Write the data out again, exactly as given.
-- Supplied data follows --
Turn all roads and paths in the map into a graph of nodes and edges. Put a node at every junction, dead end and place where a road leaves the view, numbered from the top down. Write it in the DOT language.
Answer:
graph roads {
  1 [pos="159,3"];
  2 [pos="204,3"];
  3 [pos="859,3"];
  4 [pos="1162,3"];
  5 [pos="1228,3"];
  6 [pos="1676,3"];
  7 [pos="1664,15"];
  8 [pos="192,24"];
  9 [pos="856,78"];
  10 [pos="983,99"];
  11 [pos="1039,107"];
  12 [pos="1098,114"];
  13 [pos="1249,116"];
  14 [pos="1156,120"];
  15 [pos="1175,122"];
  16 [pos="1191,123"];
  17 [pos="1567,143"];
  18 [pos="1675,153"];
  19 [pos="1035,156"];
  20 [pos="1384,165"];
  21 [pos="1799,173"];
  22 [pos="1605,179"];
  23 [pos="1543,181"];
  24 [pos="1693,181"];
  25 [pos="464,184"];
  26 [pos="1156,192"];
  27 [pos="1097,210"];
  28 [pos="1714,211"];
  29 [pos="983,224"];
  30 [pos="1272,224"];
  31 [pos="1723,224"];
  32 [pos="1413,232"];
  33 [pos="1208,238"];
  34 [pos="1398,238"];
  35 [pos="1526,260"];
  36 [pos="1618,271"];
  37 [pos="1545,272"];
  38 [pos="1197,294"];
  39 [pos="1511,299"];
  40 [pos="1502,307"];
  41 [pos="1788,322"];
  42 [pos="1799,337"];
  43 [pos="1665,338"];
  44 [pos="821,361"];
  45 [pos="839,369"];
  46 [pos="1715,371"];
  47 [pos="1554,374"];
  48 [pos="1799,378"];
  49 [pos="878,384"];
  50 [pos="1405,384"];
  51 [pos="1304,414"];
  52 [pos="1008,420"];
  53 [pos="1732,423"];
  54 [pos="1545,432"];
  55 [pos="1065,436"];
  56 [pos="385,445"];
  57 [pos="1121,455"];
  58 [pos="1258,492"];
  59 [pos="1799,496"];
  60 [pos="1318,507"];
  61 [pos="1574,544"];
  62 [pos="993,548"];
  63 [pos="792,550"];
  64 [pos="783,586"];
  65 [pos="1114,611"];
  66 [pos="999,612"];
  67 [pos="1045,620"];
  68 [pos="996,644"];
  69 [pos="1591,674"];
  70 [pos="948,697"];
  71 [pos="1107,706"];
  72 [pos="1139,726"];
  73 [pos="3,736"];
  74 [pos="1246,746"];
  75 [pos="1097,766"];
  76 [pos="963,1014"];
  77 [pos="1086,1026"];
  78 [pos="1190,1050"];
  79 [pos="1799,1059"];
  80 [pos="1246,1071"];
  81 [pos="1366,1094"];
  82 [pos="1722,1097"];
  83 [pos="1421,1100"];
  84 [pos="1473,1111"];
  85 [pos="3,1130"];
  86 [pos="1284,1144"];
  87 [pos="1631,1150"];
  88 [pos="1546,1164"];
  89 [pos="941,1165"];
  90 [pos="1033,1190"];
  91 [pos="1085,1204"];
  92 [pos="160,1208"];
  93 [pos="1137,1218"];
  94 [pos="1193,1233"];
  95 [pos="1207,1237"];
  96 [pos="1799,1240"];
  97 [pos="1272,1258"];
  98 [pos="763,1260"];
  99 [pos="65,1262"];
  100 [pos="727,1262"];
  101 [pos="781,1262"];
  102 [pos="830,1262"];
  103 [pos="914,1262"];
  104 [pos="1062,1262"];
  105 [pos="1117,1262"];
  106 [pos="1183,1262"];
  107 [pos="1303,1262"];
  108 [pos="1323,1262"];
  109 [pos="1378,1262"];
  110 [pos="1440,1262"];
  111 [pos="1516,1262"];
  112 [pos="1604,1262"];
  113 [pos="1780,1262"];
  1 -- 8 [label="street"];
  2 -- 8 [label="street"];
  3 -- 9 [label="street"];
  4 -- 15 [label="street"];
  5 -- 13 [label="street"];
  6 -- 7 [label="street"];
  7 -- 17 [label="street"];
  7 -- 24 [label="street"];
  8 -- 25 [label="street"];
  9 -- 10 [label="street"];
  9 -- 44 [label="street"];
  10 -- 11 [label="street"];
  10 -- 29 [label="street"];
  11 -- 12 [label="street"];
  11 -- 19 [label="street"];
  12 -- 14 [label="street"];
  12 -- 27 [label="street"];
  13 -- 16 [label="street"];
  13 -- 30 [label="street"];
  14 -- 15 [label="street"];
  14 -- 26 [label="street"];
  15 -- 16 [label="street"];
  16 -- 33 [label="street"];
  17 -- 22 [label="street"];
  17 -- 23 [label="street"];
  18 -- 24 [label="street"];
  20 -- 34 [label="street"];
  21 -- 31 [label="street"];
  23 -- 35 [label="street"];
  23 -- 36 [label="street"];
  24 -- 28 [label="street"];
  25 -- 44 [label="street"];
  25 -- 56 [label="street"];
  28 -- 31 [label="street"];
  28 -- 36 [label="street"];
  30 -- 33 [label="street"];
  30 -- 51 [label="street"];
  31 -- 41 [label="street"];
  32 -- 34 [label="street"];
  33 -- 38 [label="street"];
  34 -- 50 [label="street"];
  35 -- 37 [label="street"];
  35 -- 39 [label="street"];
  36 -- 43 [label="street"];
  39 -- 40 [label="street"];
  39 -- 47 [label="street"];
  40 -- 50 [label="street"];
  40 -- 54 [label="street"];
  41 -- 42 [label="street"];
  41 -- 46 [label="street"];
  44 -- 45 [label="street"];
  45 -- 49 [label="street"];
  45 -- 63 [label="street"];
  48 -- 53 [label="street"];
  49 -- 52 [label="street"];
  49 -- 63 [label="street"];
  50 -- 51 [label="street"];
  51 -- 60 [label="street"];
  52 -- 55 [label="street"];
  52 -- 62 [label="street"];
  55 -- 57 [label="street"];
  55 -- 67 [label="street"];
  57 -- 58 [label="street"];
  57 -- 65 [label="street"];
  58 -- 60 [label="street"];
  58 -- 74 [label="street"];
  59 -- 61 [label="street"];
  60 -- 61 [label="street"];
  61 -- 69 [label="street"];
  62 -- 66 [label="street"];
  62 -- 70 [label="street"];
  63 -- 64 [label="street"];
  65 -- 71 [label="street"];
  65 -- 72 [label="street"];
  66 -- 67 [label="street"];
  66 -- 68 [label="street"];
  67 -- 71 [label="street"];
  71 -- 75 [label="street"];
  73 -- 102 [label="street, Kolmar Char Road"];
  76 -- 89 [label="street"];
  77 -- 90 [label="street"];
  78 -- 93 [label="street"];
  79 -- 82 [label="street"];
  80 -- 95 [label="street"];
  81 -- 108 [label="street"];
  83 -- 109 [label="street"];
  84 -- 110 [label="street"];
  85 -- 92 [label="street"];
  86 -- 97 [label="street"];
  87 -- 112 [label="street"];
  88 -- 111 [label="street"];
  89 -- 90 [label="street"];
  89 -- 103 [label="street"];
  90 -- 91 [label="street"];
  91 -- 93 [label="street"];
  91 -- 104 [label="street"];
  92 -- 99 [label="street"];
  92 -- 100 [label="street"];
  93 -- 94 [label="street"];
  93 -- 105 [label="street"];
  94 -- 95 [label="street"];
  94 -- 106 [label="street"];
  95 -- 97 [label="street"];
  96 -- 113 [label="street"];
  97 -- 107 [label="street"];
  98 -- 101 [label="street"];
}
-- Supplied data concluded --
# Exercise result
Turn all roads and paths in the map into a graph of nodes and edges. Put a node at every junction, dead end and place where a road leaves the view, numbered from the top down. Write it in the DOT language.
Answer:
graph roads {
  1 [pos="159,3"];
  2 [pos="204,3"];
  3 [pos="859,3"];
  4 [pos="1162,3"];
  5 [pos="1228,3"];
  6 [pos="1676,3"];
  7 [pos="1664,15"];
  8 [pos="192,24"];
  9 [pos="856,78"];
  10 [pos="983,99"];
  11 [pos="1039,107"];
  12 [pos="1098,114"];
  13 [pos="1249,116"];
  14 [pos="1156,120"];
  15 [pos="1175,122"];
  16 [pos="1191,123"];
  17 [pos="1567,143"];
  18 [pos="1675,153"];
  19 [pos="1035,156"];
  20 [pos="1384,165"];
  21 [pos="1799,173"];
  22 [pos="1605,179"];
  23 [pos="1543,181"];
  24 [pos="1693,181"];
  25 [pos="464,184"];
  26 [pos="1156,192"];
  27 [pos="1097,210"];
  28 [pos="1714,211"];
  29 [pos="983,224"];
  30 [pos="1272,224"];
  31 [pos="1723,224"];
  32 [pos="1413,232"];
  33 [pos="1208,238"];
  34 [pos="1398,238"];
  35 [pos="1526,260"];
  36 [pos="1618,271"];
  37 [pos="1545,272"];
  38 [pos="1197,294"];
  39 [pos="1511,299"];
  40 [pos="1502,307"];
  41 [pos="1788,322"];
  42 [pos="1799,337"];
  43 [pos="1665,338"];
  44 [pos="821,361"];
  45 [pos="839,369"];
  46 [pos="1715,371"];
  47 [pos="1554,374"];
  48 [pos="1799,378"];
  49 [pos="878,384"];
  50 [pos="1405,384"];
  51 [pos="1304,414"];
  52 [pos="1008,420"];
  53 [pos="1732,423"];
  54 [pos="1545,432"];
  55 [pos="1065,436"];
  56 [pos="385,445"];
  57 [pos="1121,455"];
  58 [pos="1258,492"];
  59 [pos="1799,496"];
  60 [pos="1318,507"];
  61 [pos="1574,544"];
  62 [pos="993,548"];
  63 [pos="792,550"];
  64 [pos="783,586"];
  65 [pos="1114,611"];
  66 [pos="999,612"];
  67 [pos="1045,620"];
  68 [pos="996,644"];
  69 [pos="1591,674"];
  70 [pos="948,697"];
  71 [pos="1107,706"];
  72 [pos="1139,726"];
  73 [pos="3,736"];
  74 [pos="1246,746"];
  75 [pos="1097,766"];
  76 [pos="963,1014"];
  77 [pos="1086,1026"];
  78 [pos="1190,1050"];
  79 [pos="1799,1059"];
  80 [pos="1246,1071"];
  81 [pos="1366,1094"];
  82 [pos="1722,1097"];
  83 [pos="1421,1100"];
  84 [pos="1473,1111"];
  85 [pos="3,1130"];
  86 [pos="1284,1144"];
  87 [pos="1631,1150"];
  88 [pos="1546,1164"];
  89 [pos="941,1165"];
  90 [pos="1033,1190"];
  91 [pos="1085,1204"];
  92 [pos="160,1208"];
  93 [pos="1137,1218"];
  94 [pos="1193,1233"];
  95 [pos="1207,1237"];
  96 [pos="1799,1240"];
  97 [pos="1272,1258"];
  98 [pos="763,1260"];
  99 [pos="65,1262"];
  100 [pos="727,1262"];
  101 [pos="781,1262"];
  102 [pos="830,1262"];
  103 [pos="914,1262"];
  104 [pos="1062,1262"];
  105 [pos="1117,1262"];
  106 [pos="1183,1262"];
  107 [pos="1303,1262"];
  108 [pos="1323,1262"];
  109 [pos="1378,1262"];
  110 [pos="1440,1262"];
  111 [pos="1516,1262"];
  112 [pos="1604,1262"];
  113 [pos="1780,1262"];
  1 -- 8 [label="street"];
  2 -- 8 [label="street"];
  3 -- 9 [label="street"];
  4 -- 15 [label="street"];
  5 -- 13 [label="street"];
  6 -- 7 [label="street"];
  7 -- 17 [label="street"];
  7 -- 24 [label="street"];
  8 -- 25 [label="street"];
  9 -- 10 [label="street"];
  9 -- 44 [label="street"];
  10 -- 11 [label="street"];
  10 -- 29 [label="street"];
  11 -- 12 [label="street"];
  11 -- 19 [label="street"];
  12 -- 14 [label="street"];
  12 -- 27 [label="street"];
  13 -- 16 [label="street"];
  13 -- 30 [label="street"];
  14 -- 15 [label="street"];
  14 -- 26 [label="street"];
  15 -- 16 [label="street"];
  16 -- 33 [label="street"];
  17 -- 22 [label="street"];
  17 -- 23 [label="street"];
  18 -- 24 [label="street"];
  20 -- 34 [label="street"];
  21 -- 31 [label="street"];
  23 -- 35 [label="street"];
  23 -- 36 [label="street"];
  24 -- 28 [label="street"];
  25 -- 44 [label="street"];
  25 -- 56 [label="street"];
  28 -- 31 [label="street"];
  28 -- 36 [label="street"];
  30 -- 33 [label="street"];
  30 -- 51 [label="street"];
  31 -- 41 [label="street"];
  32 -- 34 [label="street"];
  33 -- 38 [label="street"];
  34 -- 50 [label="street"];
  35 -- 37 [label="street"];
  35 -- 39 [label="street"];
  36 -- 43 [label="street"];
  39 -- 40 [label="street"];
  39 -- 47 [label="street"];
  40 -- 50 [label="street"];
  40 -- 54 [label="street"];
  41 -- 42 [label="street"];
  41 -- 46 [label="street"];
  44 -- 45 [label="street"];
  45 -- 49 [label="street"];
  45 -- 63 [label="street"];
  48 -- 53 [label="street"];
  49 -- 52 [label="street"];
  49 -- 63 [label="street"];
  50 -- 51 [label="street"];
  51 -- 60 [label="street"];
  52 -- 55 [label="street"];
  52 -- 62 [label="street"];
  55 -- 57 [label="street"];
  55 -- 67 [label="street"];
  57 -- 58 [label="street"];
  57 -- 65 [label="street"];
  58 -- 60 [label="street"];
  58 -- 74 [label="street"];
  59 -- 61 [label="street"];
  60 -- 61 [label="street"];
  61 -- 69 [label="street"];
  62 -- 66 [label="street"];
  62 -- 70 [label="street"];
  63 -- 64 [label="street"];
  65 -- 71 [label="street"];
  65 -- 72 [label="street"];
  66 -- 67 [label="street"];
  66 -- 68 [label="street"];
  67 -- 71 [label="street"];
  71 -- 75 [label="street"];
  73 -- 102 [label="street, Kolmar Char Road"];
  76 -- 89 [label="street"];
  77 -- 90 [label="street"];
  78 -- 93 [label="street"];
  79 -- 82 [label="street"];
  80 -- 95 [label="street"];
  81 -- 108 [label="street"];
  83 -- 109 [label="street"];
  84 -- 110 [label="street"];
  85 -- 92 [label="street"];
  86 -- 97 [label="street"];
  87 -- 112 [label="street"];
  88 -- 111 [label="street"];
  89 -- 90 [label="street"];
  89 -- 103 [label="street"];
  90 -- 91 [label="street"];
  91 -- 93 [label="street"];
  91 -- 104 [label="street"];
  92 -- 99 [label="street"];
  92 -- 100 [label="street"];
  93 -- 94 [label="street"];
  93 -- 105 [label="street"];
  94 -- 95 [label="street"];
  94 -- 106 [label="street"];
  95 -- 97 [label="street"];
  96 -- 113 [label="street"];
  97 -- 107 [label="street"];
  98 -- 101 [label="street"];
}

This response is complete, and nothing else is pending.